Growth differentiation factor 15 (GDF15) preconditioning but not post-conditioning protects the hearts towards ischemia-reperfusion injury

Abstract

Growth differentiation factor 15 (GDF15) is a stress-responsive cytokine, which can be produced under certain pathological situations, mainly related to inflammatory stress, aging and disease. While clinical data suggest that GDF15 is a powerful prognosis factor in several high-risk cardiovascular situations, experimental studies rather consider this cytokine as a cardioprotective molecule.
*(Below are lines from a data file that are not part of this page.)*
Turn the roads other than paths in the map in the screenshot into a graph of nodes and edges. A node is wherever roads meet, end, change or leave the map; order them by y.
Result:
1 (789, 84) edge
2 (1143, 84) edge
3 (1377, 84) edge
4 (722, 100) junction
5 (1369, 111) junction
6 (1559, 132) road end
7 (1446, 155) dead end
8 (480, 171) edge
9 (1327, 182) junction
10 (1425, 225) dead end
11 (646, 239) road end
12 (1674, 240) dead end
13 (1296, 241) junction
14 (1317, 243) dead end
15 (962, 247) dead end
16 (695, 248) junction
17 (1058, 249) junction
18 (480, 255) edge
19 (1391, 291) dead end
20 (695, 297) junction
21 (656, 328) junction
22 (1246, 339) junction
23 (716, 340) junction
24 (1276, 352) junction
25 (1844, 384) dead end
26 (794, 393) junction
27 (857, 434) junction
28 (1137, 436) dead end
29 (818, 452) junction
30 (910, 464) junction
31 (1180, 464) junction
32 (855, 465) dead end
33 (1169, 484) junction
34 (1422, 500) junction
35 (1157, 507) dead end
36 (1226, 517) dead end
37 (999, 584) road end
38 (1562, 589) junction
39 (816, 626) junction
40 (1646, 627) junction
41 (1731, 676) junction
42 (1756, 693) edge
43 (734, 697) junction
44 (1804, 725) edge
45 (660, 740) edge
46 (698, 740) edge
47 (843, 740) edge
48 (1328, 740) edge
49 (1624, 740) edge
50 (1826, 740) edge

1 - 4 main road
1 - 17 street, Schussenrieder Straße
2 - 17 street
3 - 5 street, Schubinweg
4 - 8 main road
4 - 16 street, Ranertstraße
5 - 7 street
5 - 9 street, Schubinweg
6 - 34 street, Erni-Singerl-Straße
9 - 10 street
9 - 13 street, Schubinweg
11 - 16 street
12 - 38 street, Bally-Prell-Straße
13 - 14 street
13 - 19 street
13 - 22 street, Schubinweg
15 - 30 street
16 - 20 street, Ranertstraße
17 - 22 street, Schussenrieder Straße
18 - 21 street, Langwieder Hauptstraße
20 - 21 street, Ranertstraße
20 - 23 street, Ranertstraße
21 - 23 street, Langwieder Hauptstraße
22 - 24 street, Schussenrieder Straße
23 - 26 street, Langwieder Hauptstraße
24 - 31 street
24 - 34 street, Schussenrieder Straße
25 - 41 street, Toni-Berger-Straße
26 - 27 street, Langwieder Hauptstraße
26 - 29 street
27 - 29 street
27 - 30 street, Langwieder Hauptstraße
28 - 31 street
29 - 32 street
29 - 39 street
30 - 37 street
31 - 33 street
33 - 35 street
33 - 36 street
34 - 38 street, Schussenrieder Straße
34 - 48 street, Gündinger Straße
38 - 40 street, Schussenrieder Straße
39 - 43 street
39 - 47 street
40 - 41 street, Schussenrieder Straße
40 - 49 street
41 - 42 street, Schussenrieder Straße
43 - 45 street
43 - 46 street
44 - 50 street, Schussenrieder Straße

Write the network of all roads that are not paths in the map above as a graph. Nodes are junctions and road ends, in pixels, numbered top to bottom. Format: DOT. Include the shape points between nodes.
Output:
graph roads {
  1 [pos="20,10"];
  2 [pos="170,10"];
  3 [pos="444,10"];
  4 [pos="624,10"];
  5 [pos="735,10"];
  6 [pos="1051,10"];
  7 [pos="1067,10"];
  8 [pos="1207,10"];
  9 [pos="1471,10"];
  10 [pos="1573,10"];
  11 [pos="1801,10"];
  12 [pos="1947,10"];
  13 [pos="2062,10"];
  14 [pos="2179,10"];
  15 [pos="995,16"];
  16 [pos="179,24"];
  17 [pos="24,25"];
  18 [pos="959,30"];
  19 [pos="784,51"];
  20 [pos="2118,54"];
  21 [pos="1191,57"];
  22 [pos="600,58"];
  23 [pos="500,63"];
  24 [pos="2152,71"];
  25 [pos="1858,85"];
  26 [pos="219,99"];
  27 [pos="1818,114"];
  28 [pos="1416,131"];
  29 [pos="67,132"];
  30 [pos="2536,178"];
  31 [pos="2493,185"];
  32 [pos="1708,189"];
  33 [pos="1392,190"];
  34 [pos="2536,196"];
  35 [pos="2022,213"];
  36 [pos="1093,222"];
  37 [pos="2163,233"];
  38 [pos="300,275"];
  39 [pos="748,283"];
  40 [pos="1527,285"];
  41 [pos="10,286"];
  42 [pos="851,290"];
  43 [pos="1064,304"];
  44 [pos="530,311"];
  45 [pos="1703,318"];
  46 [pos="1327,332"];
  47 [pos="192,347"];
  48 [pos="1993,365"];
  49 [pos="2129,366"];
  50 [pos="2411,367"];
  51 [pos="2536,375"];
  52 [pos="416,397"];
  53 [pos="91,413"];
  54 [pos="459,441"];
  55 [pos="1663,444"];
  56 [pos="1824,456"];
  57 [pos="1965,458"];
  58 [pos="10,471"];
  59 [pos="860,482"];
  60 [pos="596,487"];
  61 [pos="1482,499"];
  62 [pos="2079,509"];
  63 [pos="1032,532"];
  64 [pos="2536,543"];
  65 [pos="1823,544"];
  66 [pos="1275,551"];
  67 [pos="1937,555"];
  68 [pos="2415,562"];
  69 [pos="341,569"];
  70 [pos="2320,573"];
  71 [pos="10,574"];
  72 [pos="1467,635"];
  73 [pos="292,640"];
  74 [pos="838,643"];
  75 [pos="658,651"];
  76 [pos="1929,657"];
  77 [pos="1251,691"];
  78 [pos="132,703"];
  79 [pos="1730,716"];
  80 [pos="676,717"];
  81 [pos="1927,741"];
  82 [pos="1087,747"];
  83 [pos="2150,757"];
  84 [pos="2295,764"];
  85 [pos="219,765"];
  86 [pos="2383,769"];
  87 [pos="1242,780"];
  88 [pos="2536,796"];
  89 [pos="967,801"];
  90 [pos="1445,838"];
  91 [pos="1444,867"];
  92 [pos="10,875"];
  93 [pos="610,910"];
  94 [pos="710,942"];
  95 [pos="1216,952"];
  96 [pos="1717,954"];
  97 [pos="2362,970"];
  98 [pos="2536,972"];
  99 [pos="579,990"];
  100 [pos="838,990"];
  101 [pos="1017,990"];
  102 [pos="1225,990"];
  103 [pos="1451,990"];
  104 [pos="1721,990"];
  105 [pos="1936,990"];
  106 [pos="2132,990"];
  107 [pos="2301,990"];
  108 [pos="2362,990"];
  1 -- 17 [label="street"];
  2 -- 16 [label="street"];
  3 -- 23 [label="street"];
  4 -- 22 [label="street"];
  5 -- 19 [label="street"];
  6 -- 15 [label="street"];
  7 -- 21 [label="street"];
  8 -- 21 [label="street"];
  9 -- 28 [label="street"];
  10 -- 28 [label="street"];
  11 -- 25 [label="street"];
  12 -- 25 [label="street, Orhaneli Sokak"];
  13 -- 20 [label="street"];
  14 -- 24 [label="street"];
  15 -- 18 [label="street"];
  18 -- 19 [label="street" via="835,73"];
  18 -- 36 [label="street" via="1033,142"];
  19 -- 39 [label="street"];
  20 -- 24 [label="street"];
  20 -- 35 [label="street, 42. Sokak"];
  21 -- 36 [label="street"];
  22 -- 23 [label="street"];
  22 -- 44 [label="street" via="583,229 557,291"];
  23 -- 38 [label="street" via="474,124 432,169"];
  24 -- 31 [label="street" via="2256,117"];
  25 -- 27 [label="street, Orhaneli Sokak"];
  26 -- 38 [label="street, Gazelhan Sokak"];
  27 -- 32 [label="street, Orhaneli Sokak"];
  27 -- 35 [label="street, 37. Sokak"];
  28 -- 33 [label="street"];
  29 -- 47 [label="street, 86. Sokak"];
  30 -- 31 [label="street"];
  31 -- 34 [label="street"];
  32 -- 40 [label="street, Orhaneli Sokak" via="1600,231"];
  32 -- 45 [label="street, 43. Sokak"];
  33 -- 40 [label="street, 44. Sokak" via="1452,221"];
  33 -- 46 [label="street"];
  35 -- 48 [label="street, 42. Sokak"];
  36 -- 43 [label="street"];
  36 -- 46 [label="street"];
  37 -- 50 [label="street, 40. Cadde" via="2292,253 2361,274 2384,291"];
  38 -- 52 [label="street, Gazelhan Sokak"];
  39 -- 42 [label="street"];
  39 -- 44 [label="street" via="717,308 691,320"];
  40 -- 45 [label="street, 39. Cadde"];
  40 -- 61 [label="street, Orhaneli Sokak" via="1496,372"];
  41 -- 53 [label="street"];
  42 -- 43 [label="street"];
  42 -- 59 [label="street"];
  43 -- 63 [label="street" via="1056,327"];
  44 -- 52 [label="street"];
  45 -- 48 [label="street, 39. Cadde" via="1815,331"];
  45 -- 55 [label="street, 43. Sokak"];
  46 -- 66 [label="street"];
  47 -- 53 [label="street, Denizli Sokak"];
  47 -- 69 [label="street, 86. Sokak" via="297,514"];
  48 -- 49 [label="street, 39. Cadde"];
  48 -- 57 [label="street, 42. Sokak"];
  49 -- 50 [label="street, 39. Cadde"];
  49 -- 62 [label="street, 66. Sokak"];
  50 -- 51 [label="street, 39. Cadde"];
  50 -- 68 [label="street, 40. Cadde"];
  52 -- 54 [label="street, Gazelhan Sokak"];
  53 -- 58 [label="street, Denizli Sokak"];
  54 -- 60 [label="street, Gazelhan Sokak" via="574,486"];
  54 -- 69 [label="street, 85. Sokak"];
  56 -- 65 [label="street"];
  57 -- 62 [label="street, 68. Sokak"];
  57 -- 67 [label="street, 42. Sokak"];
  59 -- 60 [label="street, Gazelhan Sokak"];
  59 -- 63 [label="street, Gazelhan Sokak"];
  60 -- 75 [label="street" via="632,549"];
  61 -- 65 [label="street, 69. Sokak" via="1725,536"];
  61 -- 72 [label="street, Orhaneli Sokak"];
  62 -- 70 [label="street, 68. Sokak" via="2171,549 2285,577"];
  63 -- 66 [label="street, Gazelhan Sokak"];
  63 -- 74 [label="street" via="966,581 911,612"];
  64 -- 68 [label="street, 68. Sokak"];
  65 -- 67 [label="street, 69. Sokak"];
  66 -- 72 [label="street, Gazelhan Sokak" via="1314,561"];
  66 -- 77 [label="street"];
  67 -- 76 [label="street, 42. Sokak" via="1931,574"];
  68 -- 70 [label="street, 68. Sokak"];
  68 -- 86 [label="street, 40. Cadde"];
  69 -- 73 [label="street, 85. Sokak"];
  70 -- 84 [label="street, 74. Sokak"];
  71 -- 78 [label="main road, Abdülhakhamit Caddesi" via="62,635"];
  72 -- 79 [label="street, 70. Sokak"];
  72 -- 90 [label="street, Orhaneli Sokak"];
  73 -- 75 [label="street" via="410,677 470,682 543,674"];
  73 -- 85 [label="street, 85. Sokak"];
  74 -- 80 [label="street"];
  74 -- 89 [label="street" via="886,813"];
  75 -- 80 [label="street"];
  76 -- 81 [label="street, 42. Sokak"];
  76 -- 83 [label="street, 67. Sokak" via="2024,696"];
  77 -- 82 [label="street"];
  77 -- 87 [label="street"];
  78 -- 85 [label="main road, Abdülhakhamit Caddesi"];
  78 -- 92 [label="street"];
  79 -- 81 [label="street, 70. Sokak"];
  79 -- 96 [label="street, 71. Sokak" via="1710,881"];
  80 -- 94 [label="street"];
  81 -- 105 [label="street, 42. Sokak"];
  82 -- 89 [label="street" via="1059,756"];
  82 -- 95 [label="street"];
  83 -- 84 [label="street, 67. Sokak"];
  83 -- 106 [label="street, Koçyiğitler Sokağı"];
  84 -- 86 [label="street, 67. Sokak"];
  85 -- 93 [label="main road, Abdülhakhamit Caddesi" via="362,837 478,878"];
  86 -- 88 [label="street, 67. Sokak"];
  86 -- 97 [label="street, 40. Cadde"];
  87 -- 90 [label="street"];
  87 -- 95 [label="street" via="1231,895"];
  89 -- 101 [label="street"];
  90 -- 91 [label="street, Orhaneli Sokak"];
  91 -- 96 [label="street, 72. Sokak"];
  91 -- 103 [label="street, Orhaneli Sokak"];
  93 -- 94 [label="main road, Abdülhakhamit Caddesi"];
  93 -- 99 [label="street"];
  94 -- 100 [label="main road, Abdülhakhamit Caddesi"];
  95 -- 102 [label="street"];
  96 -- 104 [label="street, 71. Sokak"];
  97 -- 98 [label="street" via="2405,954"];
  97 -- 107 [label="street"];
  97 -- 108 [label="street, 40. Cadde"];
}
We aimed to clarify the direct cardiac effects of GDF15 during ischemia-reperfusion (I-R) injury, at concentrations found in patients with high cardiovascular risk, such as these of patients presenting with acute myocardial infarction or stroke. Wistar male rats (200–400 g) were used for both in vivo and ex vivo ischemia-reperfusion and anesthetized with isoflurane. In vivo rats were injected with either saline (Control groups) or 2.5 μg/kg of GDF15 (GDF15 groups), 20 minutes before ischemia in the preconditioning protocol, or at the end of ischemia in the post-conditioning protocol. Myocardial ischemia was induced by the transient ligation of the left anterior descending artery for 30 min followed by 24 h of reperfusion. In a second set of experiments, rat's hearts were isolated and perfused ex vivo on a Langendorff model with either saline (Control groups) or 2000 ng/L of GDF15 upstream the coronary bed (GDF15 groups) for 10 minutes before ischemia or during reperfusion following 30 minutes of global normothermic total ischemia. GDF15 decreased the infarct size in vivo as well as in ex vivo when administrated before ischemia but not at the end of it. Moreover, in our ex vivo model, only GDF15 preconditioning induced a better recovery of most contractile parameters after ischemia (P < 0.05 for all parameters). These results demonstrate that exogenous GDF15 preconditioning decreased cardiac cell death in vivo but also ex vivo, the latter situation involving that inflammatory, endocrine, and nervous systems are not interfering. Suggesting that GDF15 exerts direct cardioprotective properties towards ischemia-reperfusion injury.